FBI Director Christopher Wray said Thursday that kids who were shut out of schools during the pandemic and who have yet to go back to the classroom are one of the factors in America’s violent crime wave.

He said juveniles are a new factor added to the always-existent brew of drugs, gangs and illegal guns that are fueling the crime spree.

“We are seeing, and I hear this from chiefs and sheriffs all the time, as well as our own agents, an alarming uptick in the incidence of juveniles engaging in violence, often graduating from carjackings to even worse violence,” Mr. Wray said. “This is a real challenge for the legal system because we’re not set up to very effectively deal with crimes committed by minors.”

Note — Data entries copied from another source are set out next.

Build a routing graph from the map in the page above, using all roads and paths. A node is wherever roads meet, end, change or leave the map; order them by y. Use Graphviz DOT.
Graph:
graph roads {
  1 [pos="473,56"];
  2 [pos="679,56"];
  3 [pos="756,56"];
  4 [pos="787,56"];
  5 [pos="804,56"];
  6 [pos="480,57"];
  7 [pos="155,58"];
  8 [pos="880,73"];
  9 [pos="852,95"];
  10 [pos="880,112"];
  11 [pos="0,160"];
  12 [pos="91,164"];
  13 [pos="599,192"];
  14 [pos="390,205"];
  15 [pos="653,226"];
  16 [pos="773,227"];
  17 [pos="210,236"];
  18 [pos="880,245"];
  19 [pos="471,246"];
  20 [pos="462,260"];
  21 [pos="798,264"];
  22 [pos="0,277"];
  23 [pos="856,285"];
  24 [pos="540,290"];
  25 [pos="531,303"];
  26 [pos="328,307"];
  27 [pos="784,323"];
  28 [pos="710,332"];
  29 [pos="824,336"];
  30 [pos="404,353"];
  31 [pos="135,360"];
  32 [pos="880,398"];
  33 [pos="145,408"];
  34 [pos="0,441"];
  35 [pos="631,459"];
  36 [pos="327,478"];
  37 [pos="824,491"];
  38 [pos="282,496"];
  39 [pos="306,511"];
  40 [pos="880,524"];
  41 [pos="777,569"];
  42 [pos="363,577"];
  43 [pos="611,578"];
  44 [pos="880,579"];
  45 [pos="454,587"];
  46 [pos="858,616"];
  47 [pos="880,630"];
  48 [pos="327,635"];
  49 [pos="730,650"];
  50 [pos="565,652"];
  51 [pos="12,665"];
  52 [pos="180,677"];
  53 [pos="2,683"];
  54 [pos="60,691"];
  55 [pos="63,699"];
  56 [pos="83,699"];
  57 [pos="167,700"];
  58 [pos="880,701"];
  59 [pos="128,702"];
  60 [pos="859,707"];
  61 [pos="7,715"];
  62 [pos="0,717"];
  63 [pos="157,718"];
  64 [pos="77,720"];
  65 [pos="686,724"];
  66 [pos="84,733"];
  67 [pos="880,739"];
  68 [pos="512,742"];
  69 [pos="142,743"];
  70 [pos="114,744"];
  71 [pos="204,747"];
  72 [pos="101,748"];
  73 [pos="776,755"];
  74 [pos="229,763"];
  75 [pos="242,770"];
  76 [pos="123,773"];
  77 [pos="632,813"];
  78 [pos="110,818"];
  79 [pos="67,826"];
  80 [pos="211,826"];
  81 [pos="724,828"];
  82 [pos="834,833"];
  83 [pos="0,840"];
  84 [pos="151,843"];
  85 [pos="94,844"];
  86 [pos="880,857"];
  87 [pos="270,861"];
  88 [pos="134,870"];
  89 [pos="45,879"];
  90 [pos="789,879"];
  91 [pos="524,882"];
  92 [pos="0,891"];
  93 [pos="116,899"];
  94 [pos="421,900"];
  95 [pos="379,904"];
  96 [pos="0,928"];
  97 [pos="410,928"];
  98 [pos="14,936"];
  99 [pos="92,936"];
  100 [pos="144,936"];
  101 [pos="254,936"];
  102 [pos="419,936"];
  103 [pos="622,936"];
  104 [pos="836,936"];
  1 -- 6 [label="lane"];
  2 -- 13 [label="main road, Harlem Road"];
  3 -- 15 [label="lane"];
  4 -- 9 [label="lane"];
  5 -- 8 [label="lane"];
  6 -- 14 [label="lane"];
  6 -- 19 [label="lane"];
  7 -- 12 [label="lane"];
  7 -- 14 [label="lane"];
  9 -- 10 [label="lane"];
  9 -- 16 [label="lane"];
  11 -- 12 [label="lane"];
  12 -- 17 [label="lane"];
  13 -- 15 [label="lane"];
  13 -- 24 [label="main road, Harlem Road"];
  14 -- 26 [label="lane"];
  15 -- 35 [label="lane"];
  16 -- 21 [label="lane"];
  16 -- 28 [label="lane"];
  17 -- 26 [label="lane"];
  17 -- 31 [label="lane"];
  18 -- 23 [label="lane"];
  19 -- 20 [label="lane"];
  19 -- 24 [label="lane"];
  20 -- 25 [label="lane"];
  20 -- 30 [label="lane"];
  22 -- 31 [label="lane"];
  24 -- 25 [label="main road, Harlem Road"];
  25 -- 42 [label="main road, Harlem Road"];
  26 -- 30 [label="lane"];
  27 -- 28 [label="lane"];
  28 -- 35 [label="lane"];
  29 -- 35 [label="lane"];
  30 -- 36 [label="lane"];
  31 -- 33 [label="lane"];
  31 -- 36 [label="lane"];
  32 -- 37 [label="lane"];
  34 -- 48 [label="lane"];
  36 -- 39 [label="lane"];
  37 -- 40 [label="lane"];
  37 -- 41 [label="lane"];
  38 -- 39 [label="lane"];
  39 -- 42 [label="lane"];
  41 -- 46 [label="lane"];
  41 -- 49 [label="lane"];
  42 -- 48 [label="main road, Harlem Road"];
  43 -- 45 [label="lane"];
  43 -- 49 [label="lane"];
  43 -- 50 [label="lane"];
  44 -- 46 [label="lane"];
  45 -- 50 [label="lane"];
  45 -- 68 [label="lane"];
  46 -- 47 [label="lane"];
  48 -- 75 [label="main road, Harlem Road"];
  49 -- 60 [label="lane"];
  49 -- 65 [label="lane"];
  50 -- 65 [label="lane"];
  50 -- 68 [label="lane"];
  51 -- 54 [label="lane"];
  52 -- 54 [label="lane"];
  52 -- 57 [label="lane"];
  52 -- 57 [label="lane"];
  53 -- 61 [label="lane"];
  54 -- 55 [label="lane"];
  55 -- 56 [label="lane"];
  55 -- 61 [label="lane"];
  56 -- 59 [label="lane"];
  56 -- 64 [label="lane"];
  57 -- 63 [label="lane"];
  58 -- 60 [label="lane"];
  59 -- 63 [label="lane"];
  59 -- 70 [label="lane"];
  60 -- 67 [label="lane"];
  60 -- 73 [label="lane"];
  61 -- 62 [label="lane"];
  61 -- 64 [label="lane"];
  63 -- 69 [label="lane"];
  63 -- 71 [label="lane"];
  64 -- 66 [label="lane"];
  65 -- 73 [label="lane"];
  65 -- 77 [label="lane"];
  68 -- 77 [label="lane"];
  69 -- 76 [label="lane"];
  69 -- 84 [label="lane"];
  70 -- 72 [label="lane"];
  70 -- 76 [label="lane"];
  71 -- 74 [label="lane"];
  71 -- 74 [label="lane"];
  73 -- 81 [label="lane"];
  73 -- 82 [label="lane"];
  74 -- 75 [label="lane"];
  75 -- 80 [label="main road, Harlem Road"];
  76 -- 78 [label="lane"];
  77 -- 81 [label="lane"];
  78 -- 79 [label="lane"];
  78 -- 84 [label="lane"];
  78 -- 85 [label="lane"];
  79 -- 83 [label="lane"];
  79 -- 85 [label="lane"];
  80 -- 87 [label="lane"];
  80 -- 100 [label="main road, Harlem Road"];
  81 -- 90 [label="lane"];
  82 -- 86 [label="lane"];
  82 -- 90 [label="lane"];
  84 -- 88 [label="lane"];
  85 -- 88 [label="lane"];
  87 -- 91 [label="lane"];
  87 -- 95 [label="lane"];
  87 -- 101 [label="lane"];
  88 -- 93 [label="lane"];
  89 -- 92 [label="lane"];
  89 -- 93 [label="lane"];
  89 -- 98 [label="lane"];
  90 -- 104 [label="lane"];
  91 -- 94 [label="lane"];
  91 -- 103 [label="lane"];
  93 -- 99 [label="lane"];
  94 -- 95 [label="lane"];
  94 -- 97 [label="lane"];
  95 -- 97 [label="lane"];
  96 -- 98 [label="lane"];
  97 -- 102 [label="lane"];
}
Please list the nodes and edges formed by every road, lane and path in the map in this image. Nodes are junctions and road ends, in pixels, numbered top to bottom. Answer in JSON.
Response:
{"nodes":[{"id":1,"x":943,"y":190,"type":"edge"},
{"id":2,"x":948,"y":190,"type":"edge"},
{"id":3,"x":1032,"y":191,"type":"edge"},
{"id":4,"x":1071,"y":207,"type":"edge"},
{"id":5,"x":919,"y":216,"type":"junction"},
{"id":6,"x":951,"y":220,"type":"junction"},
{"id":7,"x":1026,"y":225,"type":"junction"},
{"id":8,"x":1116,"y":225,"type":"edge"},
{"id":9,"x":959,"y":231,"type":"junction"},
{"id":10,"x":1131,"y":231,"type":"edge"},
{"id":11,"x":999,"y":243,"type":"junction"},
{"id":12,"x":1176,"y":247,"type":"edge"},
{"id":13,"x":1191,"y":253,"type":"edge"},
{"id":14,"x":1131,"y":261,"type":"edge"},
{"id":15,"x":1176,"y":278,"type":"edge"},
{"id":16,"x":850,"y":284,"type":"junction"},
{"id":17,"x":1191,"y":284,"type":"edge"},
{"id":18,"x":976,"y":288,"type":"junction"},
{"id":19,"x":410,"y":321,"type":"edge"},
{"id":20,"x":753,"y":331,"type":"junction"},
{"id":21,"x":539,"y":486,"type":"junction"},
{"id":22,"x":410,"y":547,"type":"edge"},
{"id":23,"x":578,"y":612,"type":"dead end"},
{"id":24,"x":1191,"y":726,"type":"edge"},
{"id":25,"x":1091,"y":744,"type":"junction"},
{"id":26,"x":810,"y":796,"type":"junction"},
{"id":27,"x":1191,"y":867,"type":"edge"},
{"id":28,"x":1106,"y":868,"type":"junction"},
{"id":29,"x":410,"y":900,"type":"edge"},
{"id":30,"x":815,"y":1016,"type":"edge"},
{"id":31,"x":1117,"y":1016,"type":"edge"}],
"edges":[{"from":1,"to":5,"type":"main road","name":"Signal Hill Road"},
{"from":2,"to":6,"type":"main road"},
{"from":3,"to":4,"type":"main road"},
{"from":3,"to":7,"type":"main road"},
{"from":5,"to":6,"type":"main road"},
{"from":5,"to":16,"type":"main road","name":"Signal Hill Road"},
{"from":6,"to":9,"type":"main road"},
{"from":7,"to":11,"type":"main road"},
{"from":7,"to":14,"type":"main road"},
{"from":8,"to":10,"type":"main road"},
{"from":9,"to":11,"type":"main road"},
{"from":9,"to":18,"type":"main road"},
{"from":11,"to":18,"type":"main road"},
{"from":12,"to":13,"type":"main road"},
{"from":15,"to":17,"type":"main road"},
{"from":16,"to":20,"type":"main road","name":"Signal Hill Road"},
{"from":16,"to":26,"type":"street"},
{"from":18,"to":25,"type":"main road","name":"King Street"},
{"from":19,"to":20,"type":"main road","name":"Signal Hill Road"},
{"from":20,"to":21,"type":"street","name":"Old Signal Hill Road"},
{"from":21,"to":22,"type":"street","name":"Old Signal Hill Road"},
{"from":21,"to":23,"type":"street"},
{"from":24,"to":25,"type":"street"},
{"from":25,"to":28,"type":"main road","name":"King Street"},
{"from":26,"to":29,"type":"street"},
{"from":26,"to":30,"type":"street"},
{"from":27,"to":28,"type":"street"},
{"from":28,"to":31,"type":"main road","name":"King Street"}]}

Part of that, he said, is “juveniles who post-COVID have not returned to school.”

“That may contribute to the juvenile effect,” he said in testimony to the Senate Homeland Security and Governmental Affairs Committee.

His revelations came in response to a question by Sen. Jon Ossoff, Georgia Democrat, who wanted to know what was fueling a rise in violent crime.

In addition to the juveniles, Mr. Wray said criminals are slipping through holes, either because of backlogs or intentional policies such as prosecutorial discretion or “bail practices.”

“There are too many criminals that are being released back onto the streets,” he said.

Even when criminals are behind bars, he said some still gain access to cell phones and can orchestrate crimes.

And he said criminals converting legal guns into illegal automatic weapons is increasing “the violent potential.”